The monster is filled with the sadness once more that was seen originally when he realized the disfigurement of his face and that the people wouldn’t look past the face that he had to the compassionate human behind the mask. He reaches up in the illustration opposite of page 150 and wants the help and company that he so desperately desires. It a quality of human nature that we want company and companionship from the people around us, and to not be granted this is a travesty for the monster.

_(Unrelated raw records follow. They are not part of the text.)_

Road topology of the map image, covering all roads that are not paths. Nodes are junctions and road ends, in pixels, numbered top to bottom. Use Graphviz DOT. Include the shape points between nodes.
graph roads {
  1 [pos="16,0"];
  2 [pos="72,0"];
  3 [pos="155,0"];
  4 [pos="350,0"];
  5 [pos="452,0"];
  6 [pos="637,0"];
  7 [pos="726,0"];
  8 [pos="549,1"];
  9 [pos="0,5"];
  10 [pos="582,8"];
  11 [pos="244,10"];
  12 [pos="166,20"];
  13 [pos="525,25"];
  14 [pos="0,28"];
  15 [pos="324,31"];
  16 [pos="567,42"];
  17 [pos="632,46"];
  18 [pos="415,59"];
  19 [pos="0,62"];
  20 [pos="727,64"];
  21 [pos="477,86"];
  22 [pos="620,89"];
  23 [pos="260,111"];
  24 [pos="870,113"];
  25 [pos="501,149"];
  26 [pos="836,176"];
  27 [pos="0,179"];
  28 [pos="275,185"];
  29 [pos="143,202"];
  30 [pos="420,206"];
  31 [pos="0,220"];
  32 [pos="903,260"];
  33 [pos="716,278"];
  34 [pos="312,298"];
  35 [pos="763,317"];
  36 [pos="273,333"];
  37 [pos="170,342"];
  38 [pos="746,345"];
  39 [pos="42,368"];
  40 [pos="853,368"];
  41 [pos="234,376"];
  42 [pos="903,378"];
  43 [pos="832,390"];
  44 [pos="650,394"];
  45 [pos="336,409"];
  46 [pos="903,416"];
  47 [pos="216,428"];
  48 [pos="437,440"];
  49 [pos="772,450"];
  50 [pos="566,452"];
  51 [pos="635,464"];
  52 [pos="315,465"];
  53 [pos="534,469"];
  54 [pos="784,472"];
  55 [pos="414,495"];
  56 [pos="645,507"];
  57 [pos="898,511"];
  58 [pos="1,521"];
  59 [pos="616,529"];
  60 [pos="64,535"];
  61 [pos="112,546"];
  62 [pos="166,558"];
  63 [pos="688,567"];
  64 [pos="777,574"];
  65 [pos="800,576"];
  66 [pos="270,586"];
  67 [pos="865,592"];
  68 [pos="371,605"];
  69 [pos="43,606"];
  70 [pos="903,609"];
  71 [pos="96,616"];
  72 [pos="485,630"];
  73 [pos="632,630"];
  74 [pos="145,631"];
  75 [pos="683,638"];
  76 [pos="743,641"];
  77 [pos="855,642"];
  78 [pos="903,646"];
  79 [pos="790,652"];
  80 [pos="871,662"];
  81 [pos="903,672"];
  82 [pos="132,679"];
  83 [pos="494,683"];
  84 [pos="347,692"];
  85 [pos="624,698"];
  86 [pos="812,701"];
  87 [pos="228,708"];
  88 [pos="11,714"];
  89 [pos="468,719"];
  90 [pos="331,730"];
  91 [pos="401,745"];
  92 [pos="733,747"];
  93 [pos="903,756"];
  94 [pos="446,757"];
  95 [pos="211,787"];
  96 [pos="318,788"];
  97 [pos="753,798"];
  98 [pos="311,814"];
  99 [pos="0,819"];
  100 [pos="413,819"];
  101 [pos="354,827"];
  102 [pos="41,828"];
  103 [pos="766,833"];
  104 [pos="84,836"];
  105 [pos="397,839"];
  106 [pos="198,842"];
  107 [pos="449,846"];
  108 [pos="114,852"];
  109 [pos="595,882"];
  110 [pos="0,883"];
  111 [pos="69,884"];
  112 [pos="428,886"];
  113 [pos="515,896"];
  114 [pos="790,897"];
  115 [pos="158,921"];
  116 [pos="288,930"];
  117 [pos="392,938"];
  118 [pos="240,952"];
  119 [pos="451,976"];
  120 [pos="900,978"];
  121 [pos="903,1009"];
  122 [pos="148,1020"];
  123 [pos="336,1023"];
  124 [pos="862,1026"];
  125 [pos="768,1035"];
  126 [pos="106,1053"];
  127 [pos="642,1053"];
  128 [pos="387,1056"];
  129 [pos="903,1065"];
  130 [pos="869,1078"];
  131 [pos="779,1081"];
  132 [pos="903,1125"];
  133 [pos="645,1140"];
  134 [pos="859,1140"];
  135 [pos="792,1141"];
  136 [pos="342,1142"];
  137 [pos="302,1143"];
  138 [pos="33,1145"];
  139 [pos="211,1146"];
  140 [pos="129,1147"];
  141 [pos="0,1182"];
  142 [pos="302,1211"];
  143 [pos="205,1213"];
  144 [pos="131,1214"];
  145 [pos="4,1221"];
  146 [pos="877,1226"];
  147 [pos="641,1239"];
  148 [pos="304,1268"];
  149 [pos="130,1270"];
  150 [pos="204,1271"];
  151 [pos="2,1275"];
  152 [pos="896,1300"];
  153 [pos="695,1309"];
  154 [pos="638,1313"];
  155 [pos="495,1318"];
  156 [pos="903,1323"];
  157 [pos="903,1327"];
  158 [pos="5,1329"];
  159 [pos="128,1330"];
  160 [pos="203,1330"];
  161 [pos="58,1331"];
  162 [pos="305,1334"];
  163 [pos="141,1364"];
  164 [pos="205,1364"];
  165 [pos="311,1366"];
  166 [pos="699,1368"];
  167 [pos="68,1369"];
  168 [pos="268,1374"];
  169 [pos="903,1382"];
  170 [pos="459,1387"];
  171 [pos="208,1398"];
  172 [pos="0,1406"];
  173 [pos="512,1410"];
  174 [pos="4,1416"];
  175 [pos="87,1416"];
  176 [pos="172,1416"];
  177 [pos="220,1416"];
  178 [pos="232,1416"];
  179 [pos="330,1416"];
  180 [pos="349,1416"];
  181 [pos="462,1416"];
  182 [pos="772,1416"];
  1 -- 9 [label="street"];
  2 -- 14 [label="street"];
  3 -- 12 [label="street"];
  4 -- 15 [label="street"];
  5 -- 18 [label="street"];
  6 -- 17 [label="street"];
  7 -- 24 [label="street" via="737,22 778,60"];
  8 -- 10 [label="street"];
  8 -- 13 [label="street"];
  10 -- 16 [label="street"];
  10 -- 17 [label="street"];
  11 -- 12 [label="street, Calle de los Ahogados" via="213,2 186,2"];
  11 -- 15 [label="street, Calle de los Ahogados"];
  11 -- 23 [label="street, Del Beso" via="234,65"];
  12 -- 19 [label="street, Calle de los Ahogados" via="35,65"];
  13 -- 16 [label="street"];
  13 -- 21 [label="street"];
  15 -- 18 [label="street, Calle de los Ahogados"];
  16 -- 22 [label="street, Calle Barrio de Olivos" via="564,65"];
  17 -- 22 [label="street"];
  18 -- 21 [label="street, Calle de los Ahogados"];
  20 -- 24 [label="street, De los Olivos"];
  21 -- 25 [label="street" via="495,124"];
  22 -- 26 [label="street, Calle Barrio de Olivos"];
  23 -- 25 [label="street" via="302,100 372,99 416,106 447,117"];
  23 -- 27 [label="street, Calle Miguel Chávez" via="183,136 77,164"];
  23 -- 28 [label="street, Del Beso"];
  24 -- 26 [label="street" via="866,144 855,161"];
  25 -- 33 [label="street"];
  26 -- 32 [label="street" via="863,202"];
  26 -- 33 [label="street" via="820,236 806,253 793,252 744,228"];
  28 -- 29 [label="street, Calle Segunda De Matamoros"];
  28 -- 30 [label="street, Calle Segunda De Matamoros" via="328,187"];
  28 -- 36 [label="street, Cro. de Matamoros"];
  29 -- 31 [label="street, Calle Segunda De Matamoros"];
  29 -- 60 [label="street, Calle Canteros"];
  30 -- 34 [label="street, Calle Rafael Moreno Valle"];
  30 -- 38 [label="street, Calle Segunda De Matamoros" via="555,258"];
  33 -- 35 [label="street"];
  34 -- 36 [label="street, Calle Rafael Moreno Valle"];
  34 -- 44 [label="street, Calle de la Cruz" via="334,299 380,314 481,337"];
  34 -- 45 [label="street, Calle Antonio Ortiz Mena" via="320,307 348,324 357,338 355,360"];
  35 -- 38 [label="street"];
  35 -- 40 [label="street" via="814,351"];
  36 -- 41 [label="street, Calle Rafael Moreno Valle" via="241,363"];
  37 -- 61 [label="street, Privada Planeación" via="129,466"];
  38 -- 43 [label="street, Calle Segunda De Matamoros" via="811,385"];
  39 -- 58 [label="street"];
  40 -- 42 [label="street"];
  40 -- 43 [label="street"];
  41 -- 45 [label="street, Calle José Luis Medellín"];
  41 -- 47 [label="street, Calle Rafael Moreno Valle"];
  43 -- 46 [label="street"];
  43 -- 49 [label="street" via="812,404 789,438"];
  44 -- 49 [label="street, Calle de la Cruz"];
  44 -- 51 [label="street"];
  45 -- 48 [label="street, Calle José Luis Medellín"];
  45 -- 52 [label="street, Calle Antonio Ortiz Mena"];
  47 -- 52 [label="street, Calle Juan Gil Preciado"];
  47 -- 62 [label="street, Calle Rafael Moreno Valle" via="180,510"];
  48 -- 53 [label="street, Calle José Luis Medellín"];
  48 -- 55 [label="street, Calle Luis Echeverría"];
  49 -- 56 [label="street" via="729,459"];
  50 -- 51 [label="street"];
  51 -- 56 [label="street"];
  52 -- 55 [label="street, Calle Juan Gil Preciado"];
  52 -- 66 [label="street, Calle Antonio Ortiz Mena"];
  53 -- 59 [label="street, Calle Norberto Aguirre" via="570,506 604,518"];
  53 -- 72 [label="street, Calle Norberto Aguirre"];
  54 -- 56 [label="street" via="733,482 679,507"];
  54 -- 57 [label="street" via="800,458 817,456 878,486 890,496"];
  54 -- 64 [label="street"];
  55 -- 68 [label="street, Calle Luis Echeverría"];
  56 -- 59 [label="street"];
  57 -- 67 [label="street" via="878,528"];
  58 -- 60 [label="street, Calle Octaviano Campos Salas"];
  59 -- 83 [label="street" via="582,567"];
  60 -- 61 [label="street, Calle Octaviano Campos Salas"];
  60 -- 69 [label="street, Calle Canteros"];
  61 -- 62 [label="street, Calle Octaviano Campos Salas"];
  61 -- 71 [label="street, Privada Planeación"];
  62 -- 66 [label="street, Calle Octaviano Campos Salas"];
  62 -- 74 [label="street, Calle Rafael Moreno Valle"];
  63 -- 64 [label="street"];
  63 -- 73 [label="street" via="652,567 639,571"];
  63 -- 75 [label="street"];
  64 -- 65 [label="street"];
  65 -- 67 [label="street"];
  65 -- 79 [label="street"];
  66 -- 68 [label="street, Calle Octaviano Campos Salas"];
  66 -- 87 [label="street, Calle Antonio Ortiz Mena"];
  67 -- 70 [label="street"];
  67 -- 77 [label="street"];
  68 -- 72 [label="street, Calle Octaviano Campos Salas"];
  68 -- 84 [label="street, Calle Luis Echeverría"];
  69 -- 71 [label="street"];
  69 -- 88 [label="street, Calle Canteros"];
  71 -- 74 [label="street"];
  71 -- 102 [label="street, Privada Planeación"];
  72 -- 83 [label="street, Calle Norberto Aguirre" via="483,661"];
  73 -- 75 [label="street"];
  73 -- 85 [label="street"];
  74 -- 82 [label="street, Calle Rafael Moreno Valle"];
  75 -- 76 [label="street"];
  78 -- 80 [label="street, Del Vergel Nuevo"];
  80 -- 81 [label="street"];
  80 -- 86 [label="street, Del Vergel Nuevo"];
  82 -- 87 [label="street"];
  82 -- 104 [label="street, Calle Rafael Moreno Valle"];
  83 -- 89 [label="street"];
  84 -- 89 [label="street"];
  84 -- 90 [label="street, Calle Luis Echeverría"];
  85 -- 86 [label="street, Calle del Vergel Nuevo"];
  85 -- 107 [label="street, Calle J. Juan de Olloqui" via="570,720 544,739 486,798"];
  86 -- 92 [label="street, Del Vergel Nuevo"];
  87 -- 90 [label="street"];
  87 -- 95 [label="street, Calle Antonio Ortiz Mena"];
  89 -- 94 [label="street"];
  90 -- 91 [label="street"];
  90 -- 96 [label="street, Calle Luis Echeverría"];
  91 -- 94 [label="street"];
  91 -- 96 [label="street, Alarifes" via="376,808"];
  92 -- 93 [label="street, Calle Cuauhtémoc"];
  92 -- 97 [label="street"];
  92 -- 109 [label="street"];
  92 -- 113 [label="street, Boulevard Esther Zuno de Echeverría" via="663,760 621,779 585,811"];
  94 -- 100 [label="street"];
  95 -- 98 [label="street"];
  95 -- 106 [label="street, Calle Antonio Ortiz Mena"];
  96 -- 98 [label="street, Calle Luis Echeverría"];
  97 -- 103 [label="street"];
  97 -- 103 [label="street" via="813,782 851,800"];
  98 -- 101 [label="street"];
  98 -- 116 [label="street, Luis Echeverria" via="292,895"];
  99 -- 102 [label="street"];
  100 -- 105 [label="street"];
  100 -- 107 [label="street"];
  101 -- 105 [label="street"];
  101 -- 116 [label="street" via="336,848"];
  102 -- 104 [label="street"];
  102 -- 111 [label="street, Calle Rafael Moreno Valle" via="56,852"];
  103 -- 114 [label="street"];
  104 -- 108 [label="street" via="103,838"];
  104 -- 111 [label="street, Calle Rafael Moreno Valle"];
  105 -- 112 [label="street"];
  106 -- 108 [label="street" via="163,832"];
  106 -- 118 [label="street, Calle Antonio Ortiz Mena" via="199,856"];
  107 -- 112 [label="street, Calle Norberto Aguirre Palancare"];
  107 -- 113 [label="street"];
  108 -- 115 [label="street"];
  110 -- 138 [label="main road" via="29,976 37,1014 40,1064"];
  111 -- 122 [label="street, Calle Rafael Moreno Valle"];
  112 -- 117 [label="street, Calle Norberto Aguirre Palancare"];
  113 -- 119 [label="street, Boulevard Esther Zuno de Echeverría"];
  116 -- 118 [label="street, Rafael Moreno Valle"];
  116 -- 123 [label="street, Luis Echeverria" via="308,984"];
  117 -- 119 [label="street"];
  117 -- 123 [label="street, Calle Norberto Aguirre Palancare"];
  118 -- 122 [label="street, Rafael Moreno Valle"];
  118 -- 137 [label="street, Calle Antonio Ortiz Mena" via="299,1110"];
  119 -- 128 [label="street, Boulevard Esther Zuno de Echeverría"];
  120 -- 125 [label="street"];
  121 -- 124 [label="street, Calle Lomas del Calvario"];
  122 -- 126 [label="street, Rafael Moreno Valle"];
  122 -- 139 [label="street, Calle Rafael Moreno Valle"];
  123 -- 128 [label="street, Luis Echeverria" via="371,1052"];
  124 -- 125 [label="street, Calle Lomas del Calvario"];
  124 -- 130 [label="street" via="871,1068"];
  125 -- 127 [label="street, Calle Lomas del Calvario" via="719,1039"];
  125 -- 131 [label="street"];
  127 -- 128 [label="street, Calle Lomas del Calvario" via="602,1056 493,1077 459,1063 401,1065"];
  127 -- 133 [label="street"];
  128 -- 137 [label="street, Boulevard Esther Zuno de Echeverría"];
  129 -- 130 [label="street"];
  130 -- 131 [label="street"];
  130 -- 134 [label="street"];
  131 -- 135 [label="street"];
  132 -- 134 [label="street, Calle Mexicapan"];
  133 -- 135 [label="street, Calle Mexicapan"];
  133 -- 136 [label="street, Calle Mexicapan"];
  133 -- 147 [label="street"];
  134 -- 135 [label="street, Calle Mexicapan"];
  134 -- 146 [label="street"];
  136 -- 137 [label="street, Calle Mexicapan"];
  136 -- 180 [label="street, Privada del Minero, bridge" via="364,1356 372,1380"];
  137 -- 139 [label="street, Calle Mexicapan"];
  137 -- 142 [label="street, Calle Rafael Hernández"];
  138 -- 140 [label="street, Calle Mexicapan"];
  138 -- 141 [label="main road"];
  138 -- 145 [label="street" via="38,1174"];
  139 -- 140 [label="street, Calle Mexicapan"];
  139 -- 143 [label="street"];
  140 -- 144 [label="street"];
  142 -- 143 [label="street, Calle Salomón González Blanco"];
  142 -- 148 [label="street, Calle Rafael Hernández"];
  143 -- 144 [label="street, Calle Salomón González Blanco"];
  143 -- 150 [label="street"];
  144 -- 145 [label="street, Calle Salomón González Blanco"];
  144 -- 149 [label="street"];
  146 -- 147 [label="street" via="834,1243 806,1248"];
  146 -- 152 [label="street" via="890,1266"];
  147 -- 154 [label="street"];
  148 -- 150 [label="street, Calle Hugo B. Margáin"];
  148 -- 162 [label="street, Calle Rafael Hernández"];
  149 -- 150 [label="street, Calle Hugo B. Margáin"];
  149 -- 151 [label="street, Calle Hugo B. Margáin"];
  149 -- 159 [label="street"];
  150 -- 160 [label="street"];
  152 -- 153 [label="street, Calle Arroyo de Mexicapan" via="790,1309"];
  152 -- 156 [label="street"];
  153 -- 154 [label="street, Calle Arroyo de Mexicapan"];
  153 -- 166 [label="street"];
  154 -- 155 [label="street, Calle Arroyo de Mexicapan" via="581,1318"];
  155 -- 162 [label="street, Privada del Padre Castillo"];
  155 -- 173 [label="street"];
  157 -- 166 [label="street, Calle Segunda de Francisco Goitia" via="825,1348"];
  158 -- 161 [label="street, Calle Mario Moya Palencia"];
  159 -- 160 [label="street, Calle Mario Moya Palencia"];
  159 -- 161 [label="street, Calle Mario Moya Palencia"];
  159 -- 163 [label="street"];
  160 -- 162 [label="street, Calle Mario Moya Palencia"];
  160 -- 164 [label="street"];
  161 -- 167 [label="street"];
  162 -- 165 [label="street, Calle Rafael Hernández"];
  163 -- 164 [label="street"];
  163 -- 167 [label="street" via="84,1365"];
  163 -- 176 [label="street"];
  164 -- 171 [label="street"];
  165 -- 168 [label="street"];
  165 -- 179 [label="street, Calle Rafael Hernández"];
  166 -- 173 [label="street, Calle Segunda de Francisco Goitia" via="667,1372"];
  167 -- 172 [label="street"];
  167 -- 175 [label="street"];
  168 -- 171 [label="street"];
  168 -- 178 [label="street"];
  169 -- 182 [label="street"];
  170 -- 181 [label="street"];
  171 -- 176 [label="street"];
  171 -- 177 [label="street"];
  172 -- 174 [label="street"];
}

The last example given in the book of the monster is him talking to the captain. The monster explains the agony that he is going through because of the murders he committed to get back at Frankenstein. This sort of regret and anguish show more of the humane side of the monster. He did not want to hurt anybody except the person that hurt him (Doctor Frankenstein) and he regrets the method that he used to get back at him. The monster cannot live with the anguish and the regret that he is faced with and goes to end his life after seeing his revenge is complete. He could have gone and lived in the jungle like he proposed earlier in the novel, but the pain was too much. Animals and creatures do not have regret or sadness after they are done killing another creature for a meal, this is something that is seen among sane humans and the monster in this book. “The quality or condition of being human; human nature. The quality of being humane; kindness; benevolence” (Dictionary.com). The monster clearly shows the qualities of being humane, having kindness, and showing benevolence.
The morals of the monster are for me what ultimately determine that it is human. Humans are the only creatures that I see on the planet with a conscience and morals. There are some animals that stay in packs, or they are civil towards each other, but I don’t see that as being anything more than utilizing groups for protection or for hunting. The monster does not think along those lines, he wants to help and care for people and longs for that connection that is tough for him because of how he was created. He did not even think that he was that different until he looked in water and saw his reflection (pg 124, Shelley). I don’t think he understood why people would be afraid of him, or what it was about him that scared them until this point in the book. He being able to recognize how he was different from the people whose company he longed for, the ability to speak fluently, and his caring and compassion for people really show his humanity. The only reason to doubt the humanity of the monster is the context in the story as it is delivered, even with Victor Frankenstein telling the story; the monster comes across as a very humane and gentle person. If the story was told from the perspective of the monster, I think that it would be even more obvious that he can be considered a human.
Dictionary.com. N.p., n.d. Web. 11 Oct 2011.
Zylinska, Joanna. The cyborg experiments: the extensions of the body in the media age. 2002. 39. eBook,
Shelley, Mary. Frankenstein. Illustrated. Mineola, New York: Dover Publications, Inc., 1934. 105, 121, 124, 150, 151. Print.